▶ What you should do: Copy every entry below verbatim, except for images.

▶ Task data:
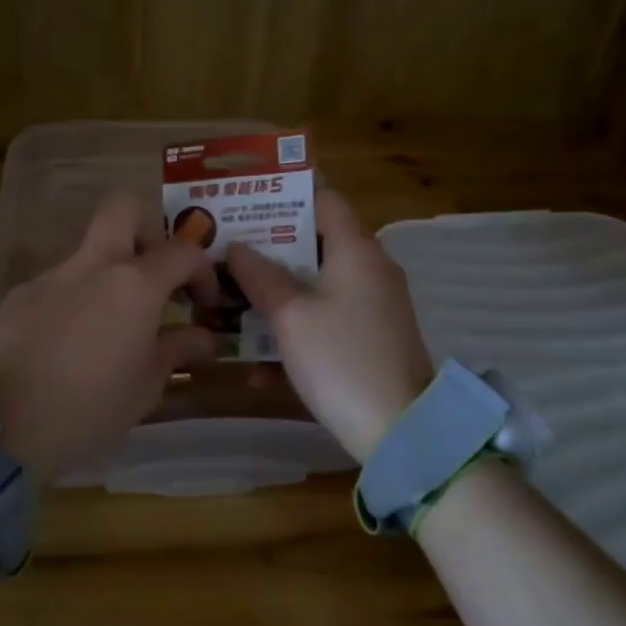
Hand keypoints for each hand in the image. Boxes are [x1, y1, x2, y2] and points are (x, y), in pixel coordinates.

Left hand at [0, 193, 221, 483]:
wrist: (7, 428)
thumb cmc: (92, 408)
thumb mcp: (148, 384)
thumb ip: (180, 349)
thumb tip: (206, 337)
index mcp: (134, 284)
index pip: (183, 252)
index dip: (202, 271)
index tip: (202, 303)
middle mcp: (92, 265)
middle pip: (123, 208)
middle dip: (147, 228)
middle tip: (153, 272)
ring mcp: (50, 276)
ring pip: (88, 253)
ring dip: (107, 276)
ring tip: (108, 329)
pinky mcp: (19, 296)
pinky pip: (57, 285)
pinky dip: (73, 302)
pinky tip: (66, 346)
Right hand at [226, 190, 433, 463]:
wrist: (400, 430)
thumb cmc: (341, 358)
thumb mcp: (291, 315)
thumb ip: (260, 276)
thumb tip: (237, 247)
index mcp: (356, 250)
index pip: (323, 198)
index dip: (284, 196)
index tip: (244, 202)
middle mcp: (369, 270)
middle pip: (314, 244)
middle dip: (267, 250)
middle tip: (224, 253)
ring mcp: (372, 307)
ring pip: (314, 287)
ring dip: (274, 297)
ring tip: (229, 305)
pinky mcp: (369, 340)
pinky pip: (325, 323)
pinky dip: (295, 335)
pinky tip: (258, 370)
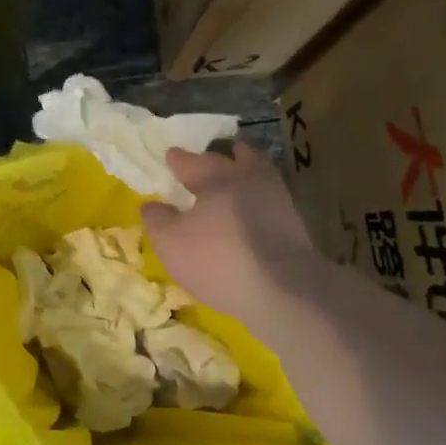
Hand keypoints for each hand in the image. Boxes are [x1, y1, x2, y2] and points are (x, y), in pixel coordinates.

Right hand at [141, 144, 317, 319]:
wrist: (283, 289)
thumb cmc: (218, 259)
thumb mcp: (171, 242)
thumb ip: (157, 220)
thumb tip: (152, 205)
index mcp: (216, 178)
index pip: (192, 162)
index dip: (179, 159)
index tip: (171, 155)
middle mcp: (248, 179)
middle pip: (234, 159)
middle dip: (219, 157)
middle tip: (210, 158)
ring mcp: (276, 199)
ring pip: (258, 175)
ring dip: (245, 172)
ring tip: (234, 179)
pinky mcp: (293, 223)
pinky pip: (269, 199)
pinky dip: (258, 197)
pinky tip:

▶ Result for this task:
Hand keypoints for each hand in the image. Boxes are [x1, y1, x2, y2] and points are (x, y), in pixel coordinates.

Left hand at [0, 193, 221, 483]:
wrist: (7, 428)
thumb cmc: (92, 408)
thumb mcp: (148, 384)
thumb ip: (180, 349)
thumb tip: (206, 337)
index mcp: (134, 284)
index pip: (183, 252)
index dip: (202, 271)
index tip: (202, 303)
middle mcp: (92, 265)
middle pip: (123, 208)
middle dip: (147, 228)
middle tip: (153, 272)
ring mcp: (50, 276)
ring pip: (88, 253)
ring dip: (107, 276)
ring tip: (108, 329)
pinky mcp: (19, 296)
pinky pip: (57, 285)
pinky dip: (73, 302)
pinky tip: (66, 346)
Right hand at [226, 190, 433, 463]:
wrist: (400, 430)
thumb cmc: (341, 358)
thumb mcp: (291, 315)
thumb ip: (260, 276)
thumb tip: (237, 247)
index mcp: (356, 250)
index pip: (323, 198)
index dip: (284, 196)
index tip: (244, 202)
middle mcp: (369, 270)
middle pip: (314, 244)
middle dip: (267, 250)
middle tip: (224, 253)
ring mcp: (372, 307)
ring pip: (314, 287)
ring dip: (274, 297)
ring tip: (229, 305)
pinky mcp: (369, 340)
pinky pip: (325, 323)
pinky dip: (295, 335)
pinky tip: (258, 370)
Hand keypoints for each hand in the image. Boxes are [x1, y1, x2, y2] and points are (x, y), in pixel coordinates.

Right hand at [141, 144, 317, 319]:
wrist: (283, 289)
thumb cmc: (218, 259)
thumb mcp: (171, 242)
thumb ip: (157, 220)
thumb tip: (152, 205)
index mcp: (216, 178)
index pip: (192, 162)
index dip: (179, 159)
index tip: (171, 155)
middle mcp: (248, 179)
middle pip: (234, 159)
middle dip: (219, 157)
middle tip: (210, 158)
ring mcp: (276, 199)
ring pip: (258, 175)
ring dip: (245, 172)
ring tip: (234, 179)
pinky mcp: (293, 223)
pinky pip: (269, 199)
pinky dip: (258, 197)
pinky tip:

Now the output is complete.